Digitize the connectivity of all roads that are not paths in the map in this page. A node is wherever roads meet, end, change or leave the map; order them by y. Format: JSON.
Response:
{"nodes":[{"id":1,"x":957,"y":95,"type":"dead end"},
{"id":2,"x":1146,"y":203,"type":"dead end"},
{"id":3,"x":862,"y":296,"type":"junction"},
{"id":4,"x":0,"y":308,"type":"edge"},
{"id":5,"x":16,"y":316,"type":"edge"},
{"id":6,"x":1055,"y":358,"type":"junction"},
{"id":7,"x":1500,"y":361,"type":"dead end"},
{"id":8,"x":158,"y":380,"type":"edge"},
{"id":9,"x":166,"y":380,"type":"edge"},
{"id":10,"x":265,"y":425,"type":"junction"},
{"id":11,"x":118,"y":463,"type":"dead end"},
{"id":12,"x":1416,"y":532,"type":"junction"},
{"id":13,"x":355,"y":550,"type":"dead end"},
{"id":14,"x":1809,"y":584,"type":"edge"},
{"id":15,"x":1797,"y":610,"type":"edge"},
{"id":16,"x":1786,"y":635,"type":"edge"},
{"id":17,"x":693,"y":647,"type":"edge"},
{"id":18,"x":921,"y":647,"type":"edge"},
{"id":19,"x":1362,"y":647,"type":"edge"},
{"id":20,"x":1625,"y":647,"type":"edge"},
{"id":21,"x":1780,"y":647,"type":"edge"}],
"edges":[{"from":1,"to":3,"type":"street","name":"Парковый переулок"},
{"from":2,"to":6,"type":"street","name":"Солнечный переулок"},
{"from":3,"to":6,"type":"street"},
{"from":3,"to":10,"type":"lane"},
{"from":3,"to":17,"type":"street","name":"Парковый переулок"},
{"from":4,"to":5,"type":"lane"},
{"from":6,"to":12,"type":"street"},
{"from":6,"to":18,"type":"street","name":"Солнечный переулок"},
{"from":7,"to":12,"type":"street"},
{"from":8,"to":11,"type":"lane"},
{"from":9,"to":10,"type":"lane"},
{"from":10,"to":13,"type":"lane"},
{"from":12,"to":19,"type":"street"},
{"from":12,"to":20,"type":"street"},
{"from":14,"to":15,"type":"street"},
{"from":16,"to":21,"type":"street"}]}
━━━━━━━━━━
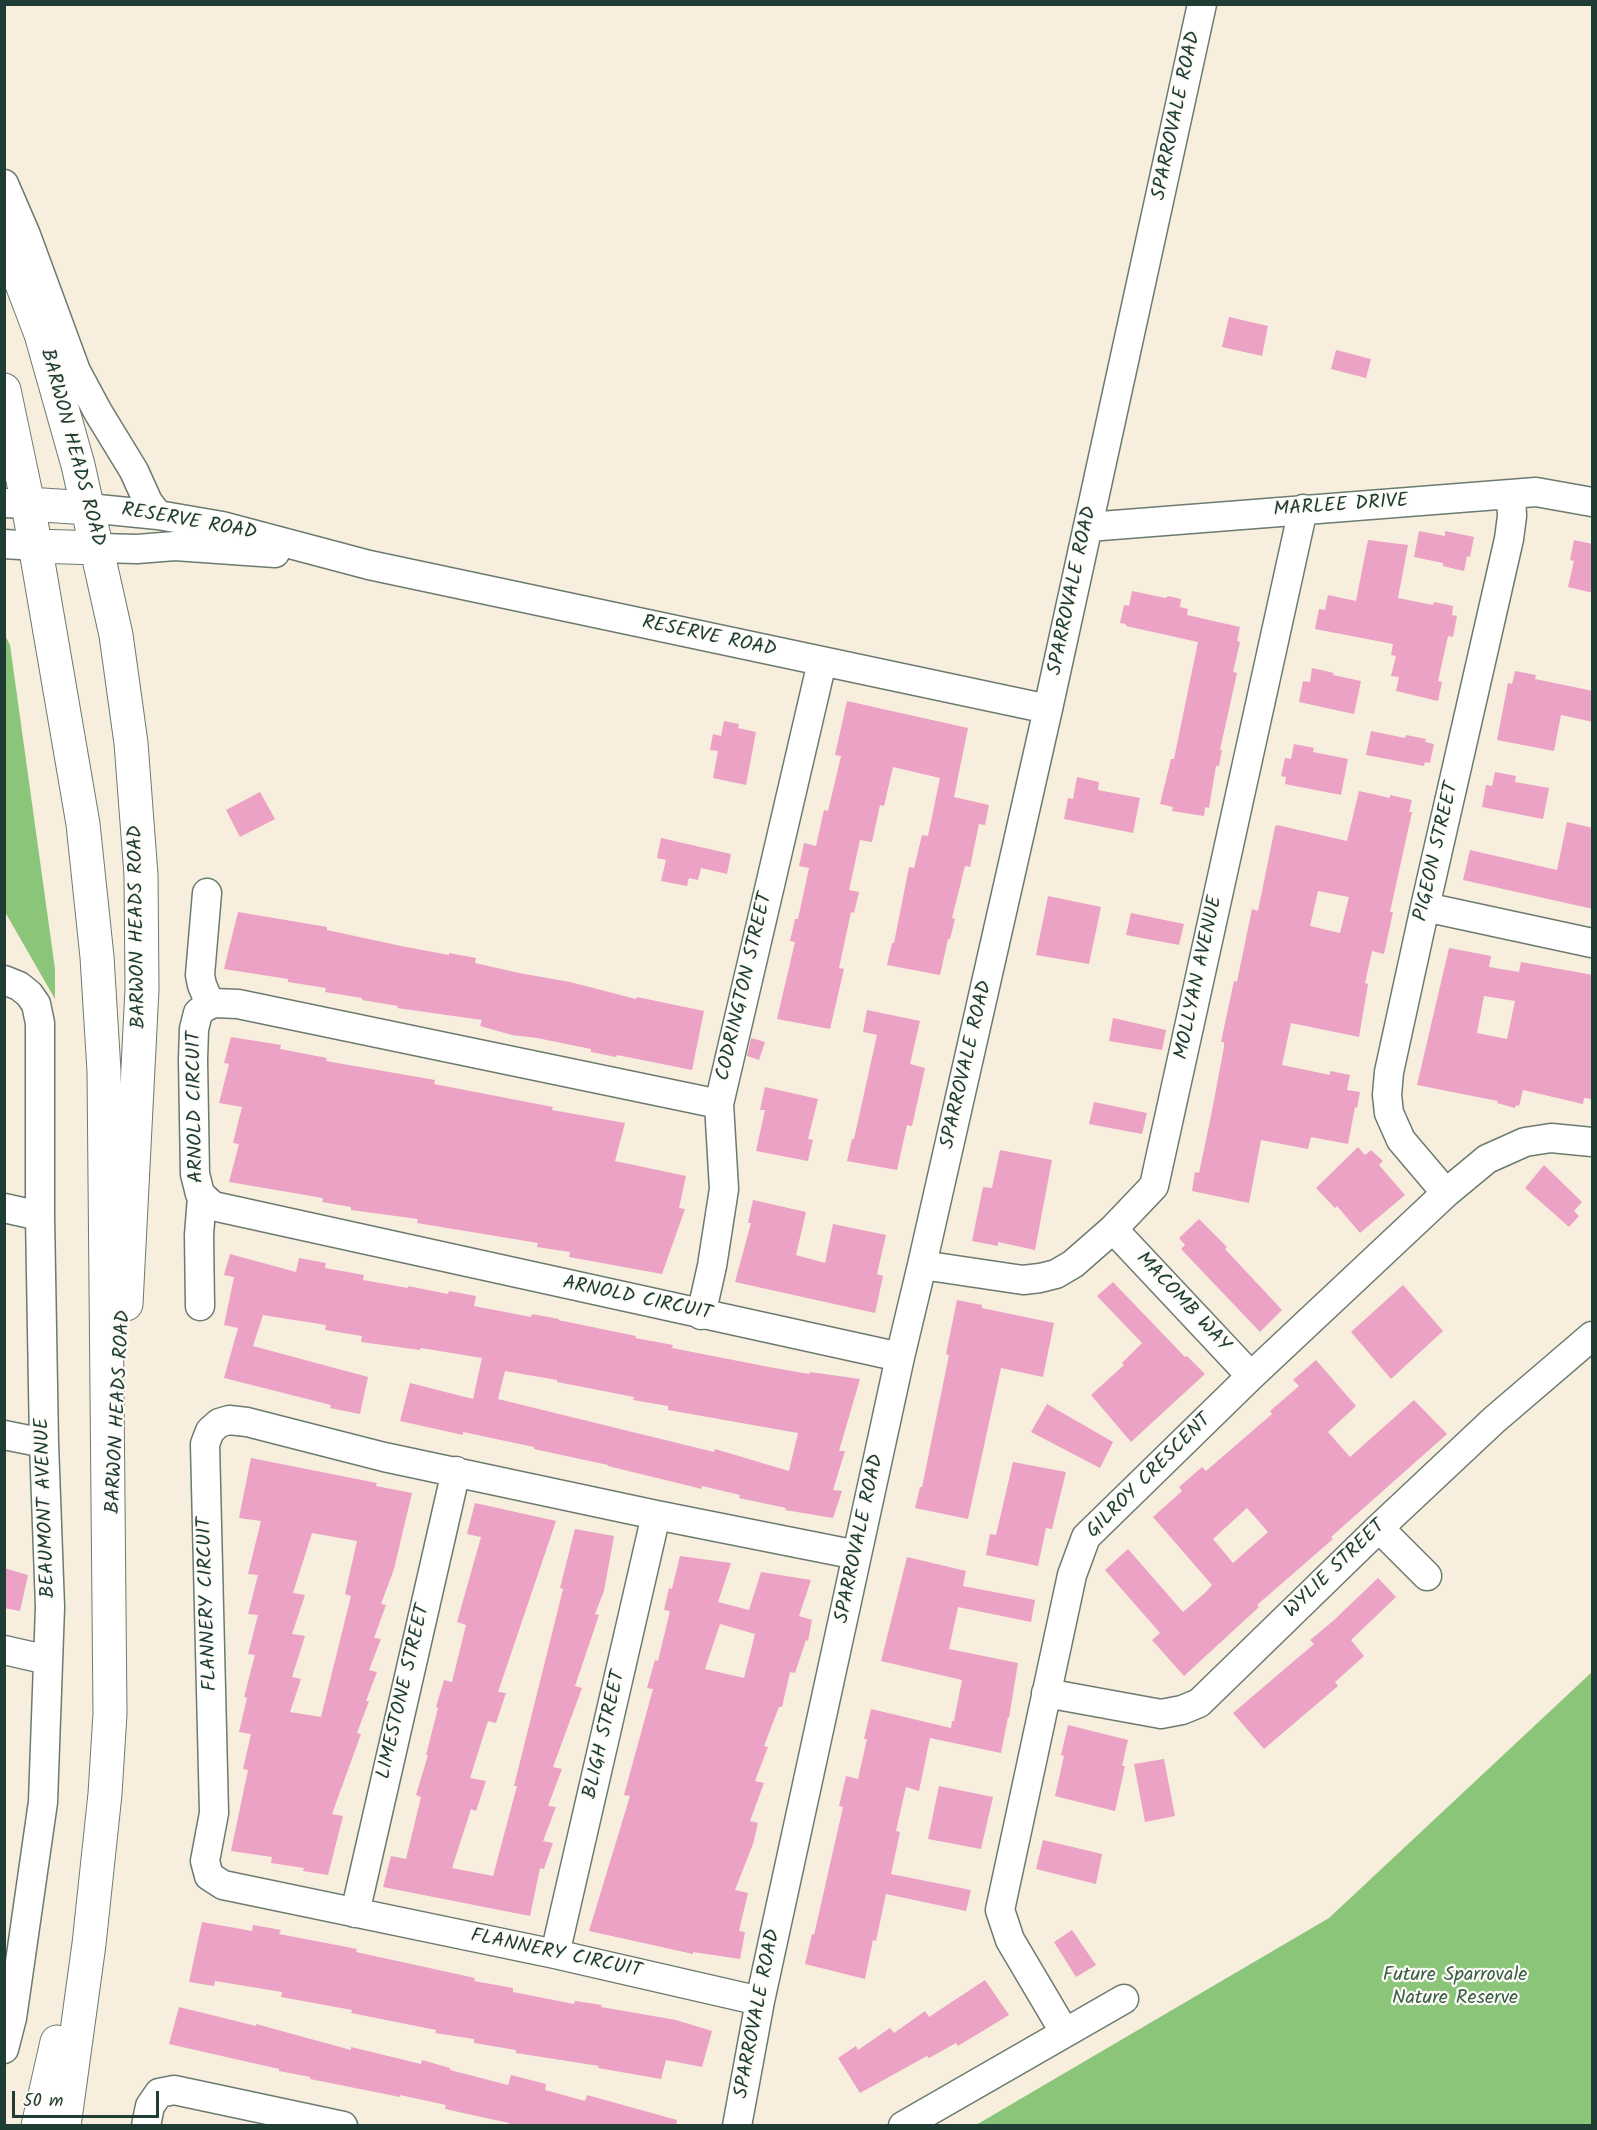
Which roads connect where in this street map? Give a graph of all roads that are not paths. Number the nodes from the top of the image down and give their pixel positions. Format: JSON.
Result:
━━━━━━━━━━
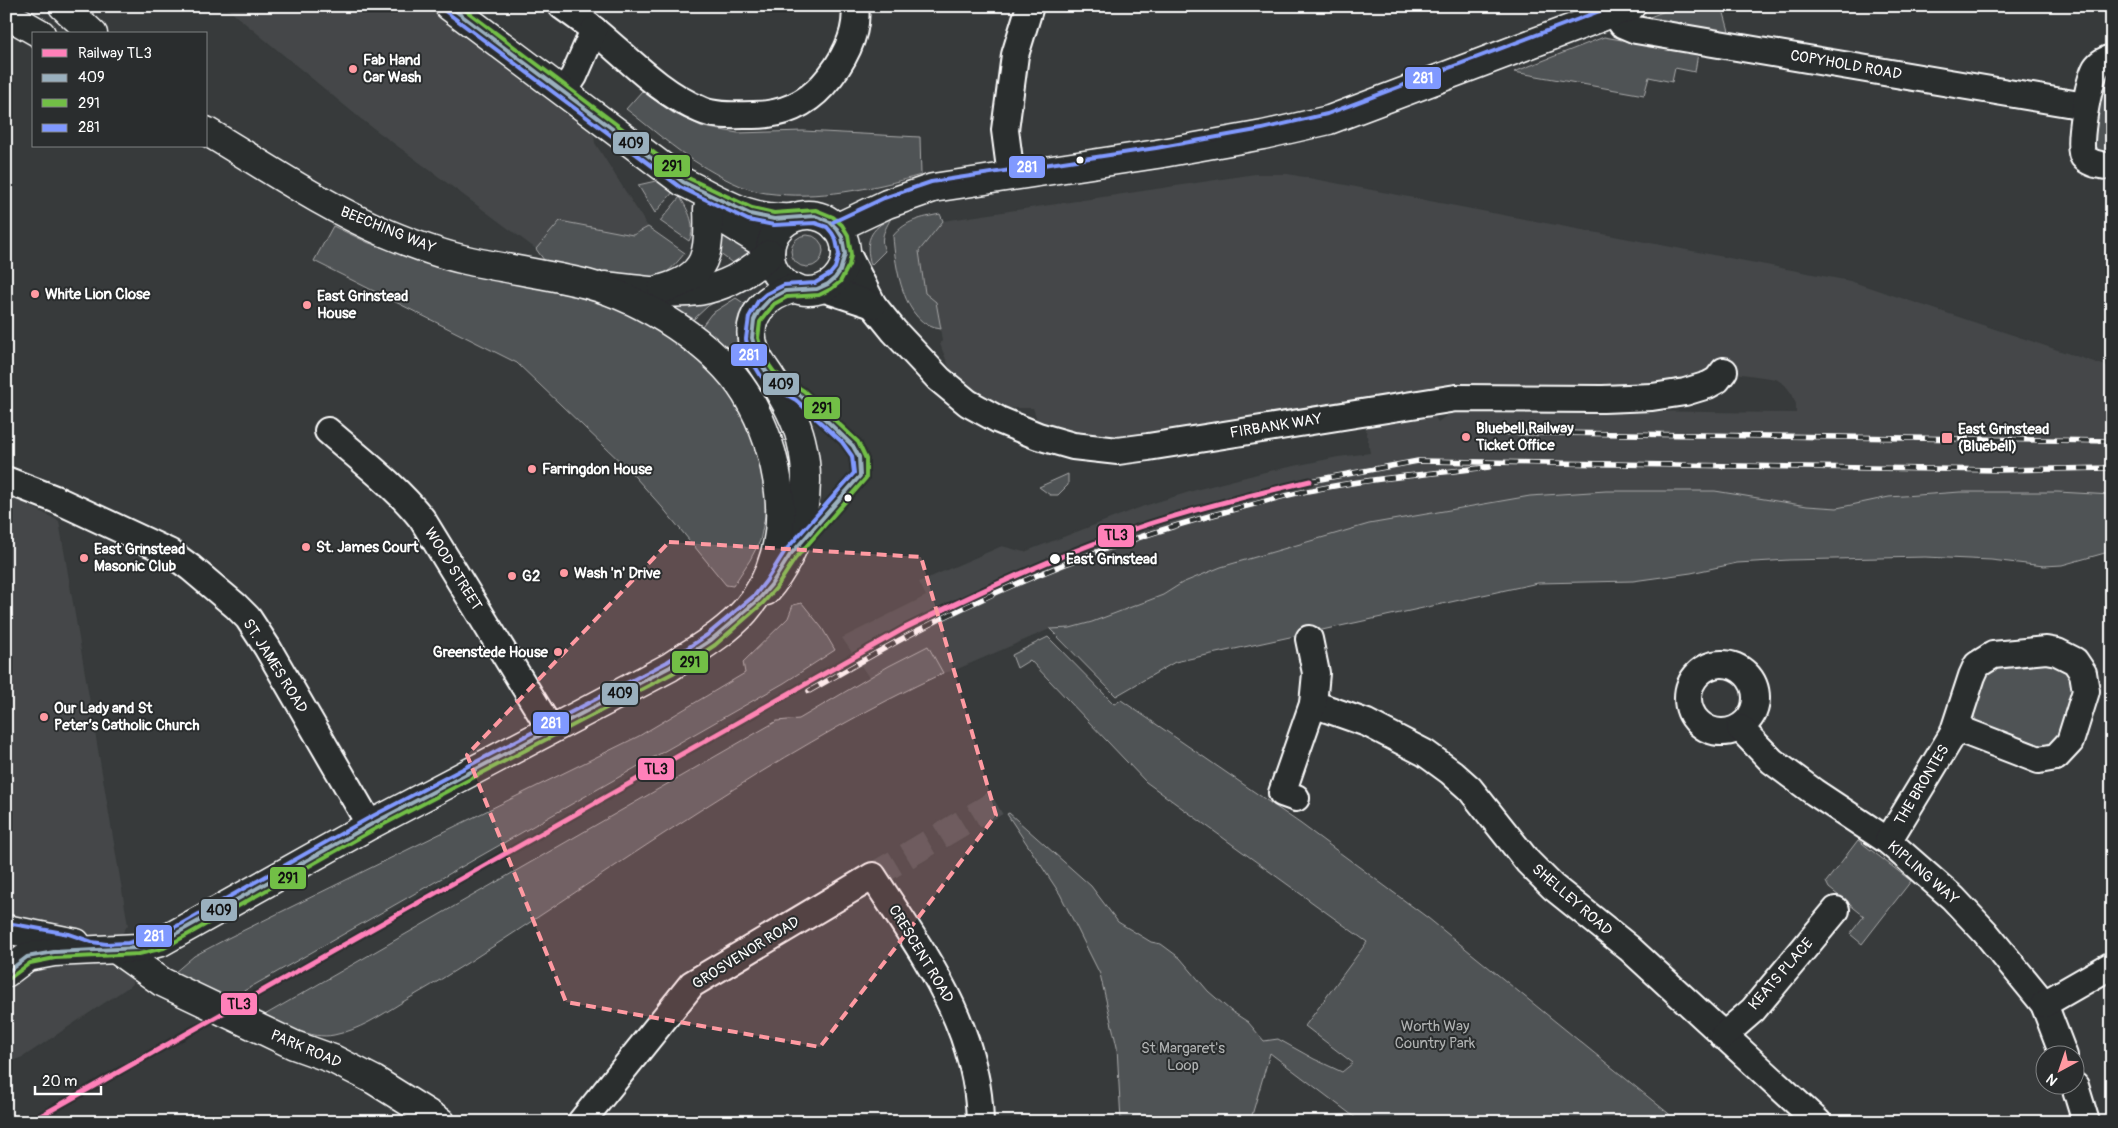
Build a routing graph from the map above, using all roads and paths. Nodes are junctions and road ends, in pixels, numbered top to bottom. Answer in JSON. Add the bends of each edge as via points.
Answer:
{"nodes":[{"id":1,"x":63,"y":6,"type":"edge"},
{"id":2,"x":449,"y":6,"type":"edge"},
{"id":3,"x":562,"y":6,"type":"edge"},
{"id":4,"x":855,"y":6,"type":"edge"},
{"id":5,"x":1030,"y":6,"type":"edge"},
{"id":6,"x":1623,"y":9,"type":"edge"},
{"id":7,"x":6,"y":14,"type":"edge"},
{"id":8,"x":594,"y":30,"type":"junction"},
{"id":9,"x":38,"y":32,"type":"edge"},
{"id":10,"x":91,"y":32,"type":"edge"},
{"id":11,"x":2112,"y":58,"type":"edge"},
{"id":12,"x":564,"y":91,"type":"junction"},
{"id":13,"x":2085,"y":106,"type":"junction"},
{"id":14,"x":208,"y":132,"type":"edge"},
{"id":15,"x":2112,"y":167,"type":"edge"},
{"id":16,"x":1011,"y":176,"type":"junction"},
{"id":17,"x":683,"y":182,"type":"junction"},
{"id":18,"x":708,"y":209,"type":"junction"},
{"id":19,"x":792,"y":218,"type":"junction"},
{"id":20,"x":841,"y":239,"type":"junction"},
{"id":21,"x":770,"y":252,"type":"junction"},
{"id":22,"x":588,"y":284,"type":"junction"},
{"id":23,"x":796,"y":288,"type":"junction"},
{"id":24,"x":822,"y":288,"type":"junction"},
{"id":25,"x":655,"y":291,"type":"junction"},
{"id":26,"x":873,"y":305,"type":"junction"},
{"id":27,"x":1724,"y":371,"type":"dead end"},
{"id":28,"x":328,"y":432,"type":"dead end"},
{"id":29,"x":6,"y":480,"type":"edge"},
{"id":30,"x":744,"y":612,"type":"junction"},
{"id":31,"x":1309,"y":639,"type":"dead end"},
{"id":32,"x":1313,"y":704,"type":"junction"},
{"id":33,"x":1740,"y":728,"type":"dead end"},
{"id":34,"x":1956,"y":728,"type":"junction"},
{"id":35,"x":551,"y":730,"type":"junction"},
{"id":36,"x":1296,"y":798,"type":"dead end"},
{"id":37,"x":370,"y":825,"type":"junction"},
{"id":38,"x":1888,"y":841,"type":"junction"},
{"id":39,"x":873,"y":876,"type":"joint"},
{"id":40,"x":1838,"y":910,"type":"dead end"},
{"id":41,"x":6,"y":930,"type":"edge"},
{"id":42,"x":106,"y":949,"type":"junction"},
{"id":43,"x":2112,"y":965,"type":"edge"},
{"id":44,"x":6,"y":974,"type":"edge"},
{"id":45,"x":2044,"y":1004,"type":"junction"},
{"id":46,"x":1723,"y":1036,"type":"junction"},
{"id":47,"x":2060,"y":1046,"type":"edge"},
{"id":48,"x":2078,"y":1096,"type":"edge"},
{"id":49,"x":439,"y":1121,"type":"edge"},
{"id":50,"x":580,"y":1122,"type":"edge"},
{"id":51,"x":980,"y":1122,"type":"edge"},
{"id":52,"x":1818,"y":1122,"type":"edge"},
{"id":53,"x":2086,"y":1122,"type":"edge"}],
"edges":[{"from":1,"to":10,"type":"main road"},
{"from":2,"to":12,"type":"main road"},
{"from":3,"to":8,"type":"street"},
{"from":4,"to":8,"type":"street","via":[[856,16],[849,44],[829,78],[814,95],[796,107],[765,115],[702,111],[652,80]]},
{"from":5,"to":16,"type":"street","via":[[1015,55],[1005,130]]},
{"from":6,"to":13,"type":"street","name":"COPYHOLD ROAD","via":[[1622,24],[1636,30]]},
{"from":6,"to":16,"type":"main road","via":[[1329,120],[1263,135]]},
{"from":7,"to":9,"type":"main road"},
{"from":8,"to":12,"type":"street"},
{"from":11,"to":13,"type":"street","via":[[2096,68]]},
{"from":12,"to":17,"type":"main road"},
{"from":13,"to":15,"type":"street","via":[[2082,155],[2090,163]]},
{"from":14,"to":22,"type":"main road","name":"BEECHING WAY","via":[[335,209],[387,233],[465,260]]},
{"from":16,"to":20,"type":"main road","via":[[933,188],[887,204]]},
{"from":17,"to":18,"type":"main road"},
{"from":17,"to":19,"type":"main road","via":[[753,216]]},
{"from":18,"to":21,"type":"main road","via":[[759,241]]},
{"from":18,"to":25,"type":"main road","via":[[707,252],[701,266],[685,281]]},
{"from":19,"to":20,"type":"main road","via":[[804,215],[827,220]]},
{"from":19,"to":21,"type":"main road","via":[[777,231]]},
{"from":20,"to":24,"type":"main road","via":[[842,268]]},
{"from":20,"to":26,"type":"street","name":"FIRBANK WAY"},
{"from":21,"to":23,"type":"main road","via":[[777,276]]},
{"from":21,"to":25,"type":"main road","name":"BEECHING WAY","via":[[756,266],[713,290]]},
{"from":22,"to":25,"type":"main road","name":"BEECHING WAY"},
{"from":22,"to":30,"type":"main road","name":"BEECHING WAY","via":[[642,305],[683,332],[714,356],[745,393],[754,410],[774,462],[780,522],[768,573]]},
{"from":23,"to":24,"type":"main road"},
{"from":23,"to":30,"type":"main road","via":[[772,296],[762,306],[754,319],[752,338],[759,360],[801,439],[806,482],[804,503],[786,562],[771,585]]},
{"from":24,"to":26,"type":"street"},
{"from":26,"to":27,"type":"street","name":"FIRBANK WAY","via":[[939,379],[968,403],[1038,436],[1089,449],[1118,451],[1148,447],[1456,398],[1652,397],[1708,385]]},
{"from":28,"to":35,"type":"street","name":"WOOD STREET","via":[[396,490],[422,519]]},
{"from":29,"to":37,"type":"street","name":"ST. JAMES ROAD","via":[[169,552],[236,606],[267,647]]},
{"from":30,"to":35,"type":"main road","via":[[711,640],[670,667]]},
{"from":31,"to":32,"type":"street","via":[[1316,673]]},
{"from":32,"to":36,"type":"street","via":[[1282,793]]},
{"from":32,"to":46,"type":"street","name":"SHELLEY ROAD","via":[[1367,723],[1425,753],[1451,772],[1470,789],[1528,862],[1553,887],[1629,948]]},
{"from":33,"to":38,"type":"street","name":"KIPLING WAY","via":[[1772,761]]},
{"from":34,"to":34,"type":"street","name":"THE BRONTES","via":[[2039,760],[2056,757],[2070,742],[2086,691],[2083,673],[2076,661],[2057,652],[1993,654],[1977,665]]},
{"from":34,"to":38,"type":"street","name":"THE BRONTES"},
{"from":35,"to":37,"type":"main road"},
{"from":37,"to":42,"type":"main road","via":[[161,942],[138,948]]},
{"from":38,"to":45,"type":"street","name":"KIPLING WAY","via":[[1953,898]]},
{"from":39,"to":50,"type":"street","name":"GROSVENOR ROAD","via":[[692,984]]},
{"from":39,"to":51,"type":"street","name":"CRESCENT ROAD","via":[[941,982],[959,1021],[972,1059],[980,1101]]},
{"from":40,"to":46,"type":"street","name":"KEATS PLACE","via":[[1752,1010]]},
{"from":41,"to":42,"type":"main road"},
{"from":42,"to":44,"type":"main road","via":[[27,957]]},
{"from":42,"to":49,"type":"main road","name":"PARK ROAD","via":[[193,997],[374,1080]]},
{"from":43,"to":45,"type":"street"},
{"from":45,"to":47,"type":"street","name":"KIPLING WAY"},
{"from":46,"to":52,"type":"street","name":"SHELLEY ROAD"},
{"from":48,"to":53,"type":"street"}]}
━━━━━━━━━━
* [WORK REQUIRED]
Look through the data above and report every line in which "that" appears.

* [ANSWER SECTION]
Digitize the connectivity of all roads that are not paths in the map in this page. A node is wherever roads meet, end, change or leave the map; order them by y. Format: JSON.
Which roads connect where in this street map? Give a graph of all roads that are not paths. Number the nodes from the top of the image down and give their pixel positions. Format: JSON.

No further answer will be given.